A Book Club Take on The Boy In The Gap
They’re a fussy lot in our Book Club but each and everyone gave the thumbs up to Paul Soye’s The Boy In The Gap. Can it really be that this is his first novel, so fine is the writing achievement?
We were into the suspense from the very first line, I remember the first night ‘on remand’ watching the news, and the tension is held right to the end through the device of having Jack Sammon – the main character – jot down his thoughts in prison in an exercise book; more precisely, in The Ireland Series No. 03. Coipleabhar – 120 pages. Paul Soye’s writing is exquisitely precise.

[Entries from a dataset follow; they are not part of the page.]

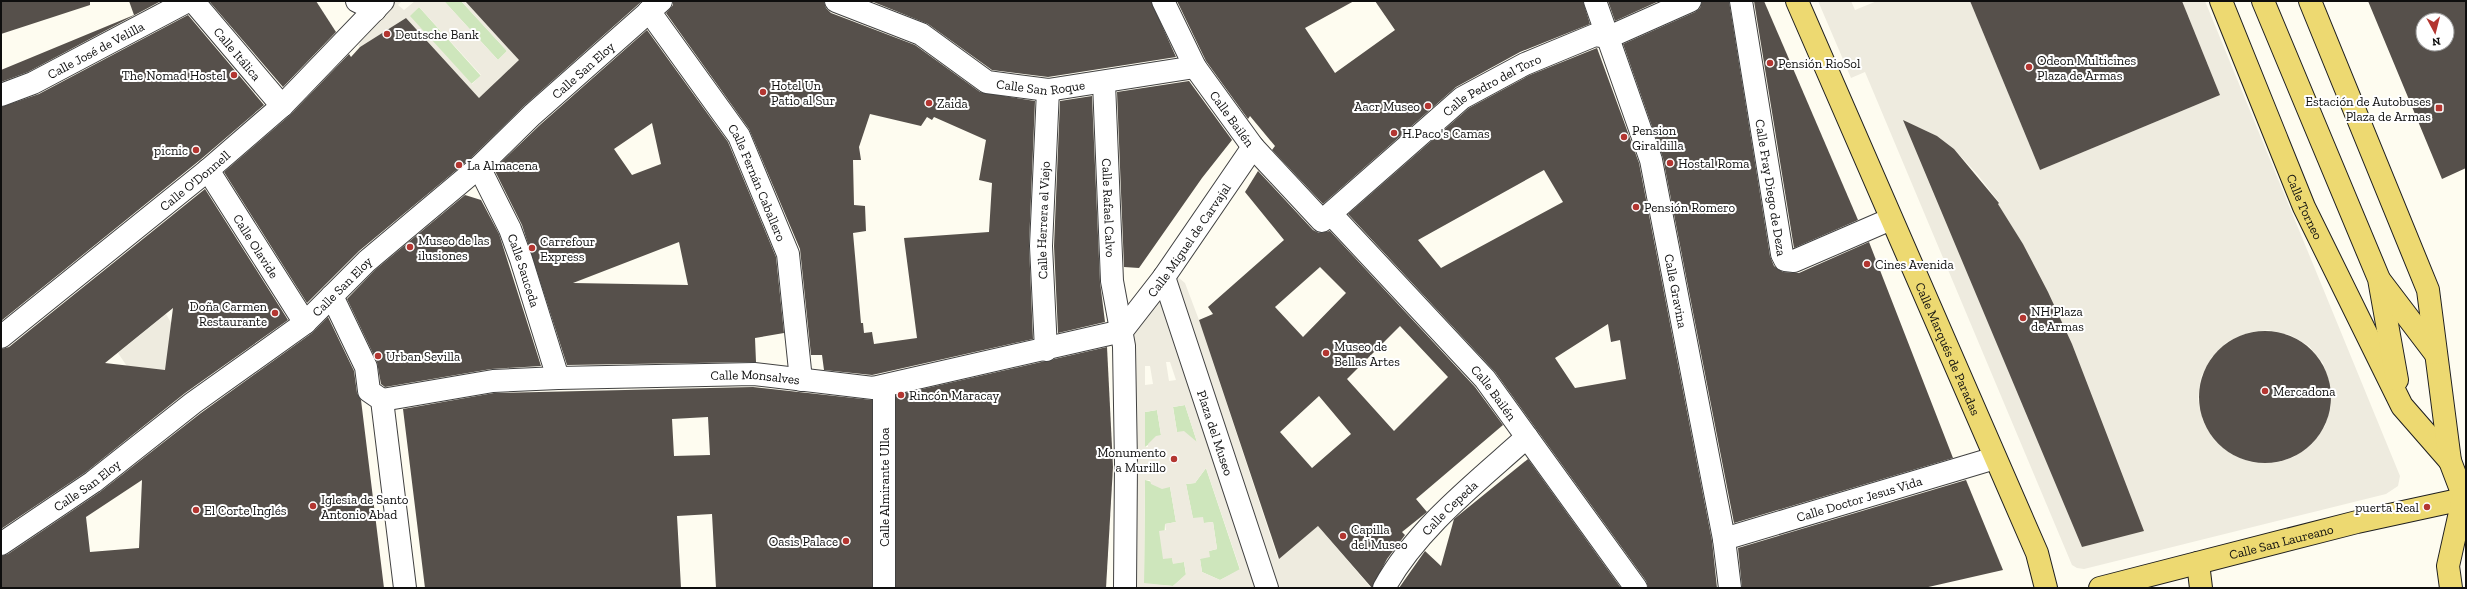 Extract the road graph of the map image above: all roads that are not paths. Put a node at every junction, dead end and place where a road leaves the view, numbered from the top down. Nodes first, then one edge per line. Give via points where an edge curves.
1 (188, 1) edge
2 (193, 1) edge
3 (836, 1) edge
4 (1163, 1) edge
5 (1594, 1) edge
6 (1690, 1) edge
7 (1741, 1) edge
8 (1797, 1) edge
9 (2221, 1) edge
10 (2263, 1) edge
11 (2310, 1) edge
12 (372, 4) edge
13 (655, 6) edge
14 (1609, 37) junction
15 (1195, 66) junction
16 (1104, 83) junction
17 (1048, 90) junction
18 (1, 95) edge
19 (282, 106) junction
20 (1252, 147) junction
21 (479, 167) junction
22 (208, 170) junction
23 (1326, 217) junction
24 (1891, 219) junction
25 (1164, 277) junction
26 (2379, 279) junction
27 (332, 296) junction
28 (305, 323) junction
29 (1122, 332) junction
30 (1, 337) edge
31 (1046, 350) junction
32 (2437, 355) junction
33 (558, 378) junction
34 (801, 380) junction
35 (884, 386) junction
36 (382, 400) junction
37 (2402, 406) junction
38 (1527, 437) junction
39 (1995, 458) junction
40 (2450, 461) junction
41 (2465, 500) edge
42 (1724, 539) junction
43 (1, 544) edge
44 (2198, 563) junction
45 (405, 588) edge
46 (884, 588) edge
47 (1125, 588) edge
48 (1267, 588) edge
49 (1384, 588) edge
50 (1636, 588) edge
51 (1730, 588) edge
52 (2046, 588) edge
53 (2100, 588) edge
54 (2200, 588) edge
55 (2451, 588) edge

1 - 18 street, Calle José de Velilla via 33,83
2 - 19 street, Calle Itálica
3 - 17 street, Calle San Roque via 921,34 987,82
4 - 15 street, Calle Bailén
5 - 14 street, Calle Gravina
6 - 14 street, Calle Pedro del Toro
7 - 24 street, Calle Fray Diego de Deza via 1785,260 1794,261
8 - 24 main road, Calle Marqués de Paradas
9 - 37 main road, Calle Torneo via 2304,207
10 - 26 main road
11 - 32 main road, Calle Torneo via 2428,290
12 - 19 street, Calle O'Donnell
13 - 21 street, Calle San Eloy via 530,113
13 - 34 street, Calle Fernán Caballero via 704,86 739,136 788,254
14 - 23 street, Calle Pedro del Toro via 1595,35 1525,64 1462,98
14 - 42 street, Calle Gravina via 1651,160
15 - 16 street, Calle San Roque
15 - 20 street, Calle Bailén
16 - 17 street, Calle San Roque
16 - 29 street, Calle Rafael Calvo via 1112,281
17 - 31 street, Calle Herrera el Viejo via 1041,246
19 - 22 street, Calle O'Donnell
20 - 23 street, Calle Bailén
20 - 25 street, Calle Miguel de Carvajal
21 - 27 street, Calle San Eloy via 367,262
21 - 33 street, Calle Sauceda via 522,259
22 - 28 street, Calle Olavide
22 - 30 street, Calle O'Donnell
23 - 38 street, Calle Bailén via 1485,379
24 - 39 main road, Calle Marqués de Paradas
25 - 29 street, Calle Miguel de Carvajal
25 - 48 street, Plaza del Museo
26 - 32 main road
26 - 37 main road
27 - 28 street, Calle San Eloy
27 - 36 street via 366,367 369,391
28 - 43 street, Calle San Eloy via 190,399 93,482
29 - 31 street, Calle Monsalves
29 - 47 street via 1126,464
31 - 35 street, Calle Monsalves
32 - 40 main road, Calle Torneo
33 - 34 street, Calle Monsalves via 754,374
33 - 36 street, Calle Monsalves via 493,381
34 - 35 street, Calle Monsalves via 873,388
35 - 46 street, Calle Almirante Ulloa
36 - 45 street
37 - 40 main road, Calle Torneo
38 - 49 street, Calle Cepeda via 1452,504 1416,543
38 - 50 street, Calle Bailén
39 - 42 street, Calle Doctor Jesus Vida
39 - 52 main road, Calle Marqués de Paradas via 2036,554
40 - 41 main road, Calle Torneo
41 - 44 main road, Calle San Laureano via 2357,522
41 - 55 main road via 2448,566
42 - 51 street, Calle Gravina
44 - 53 main road, Calle San Laureano
44 - 54 main road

Jack’s father dies when he is six and his mother takes on a partner, to whom Jack and his brother assign the nick name Latchico. For our non-Irish book club member we spent a few giddy minutes coming up with expressions to explain our understanding of the term Latchico: ass-hole, wastrel, good-for-nothing, gob-shite….
The story is set in te west of Ireland, in the area of County Mayo around Clew Bay ‘like a grey-blue desert from Achill and Clare Island to Newport and Westport, out along by the Reek…’ The landscape is finely evoked as is the animal life. The young boys get their early sex education as they watch a ram circle with twisted nostrils and mount his first ewe.
The book reaches into deep psychological recesses and the trauma that can erupt when an individual’s balance is disturbed: ‘The world shakes. The world and the delicate things around you are no longer stable.’
There is a consensus among the Kyleglass Book Worms: already we are looking forward eagerly to Paul Soye’s next novel.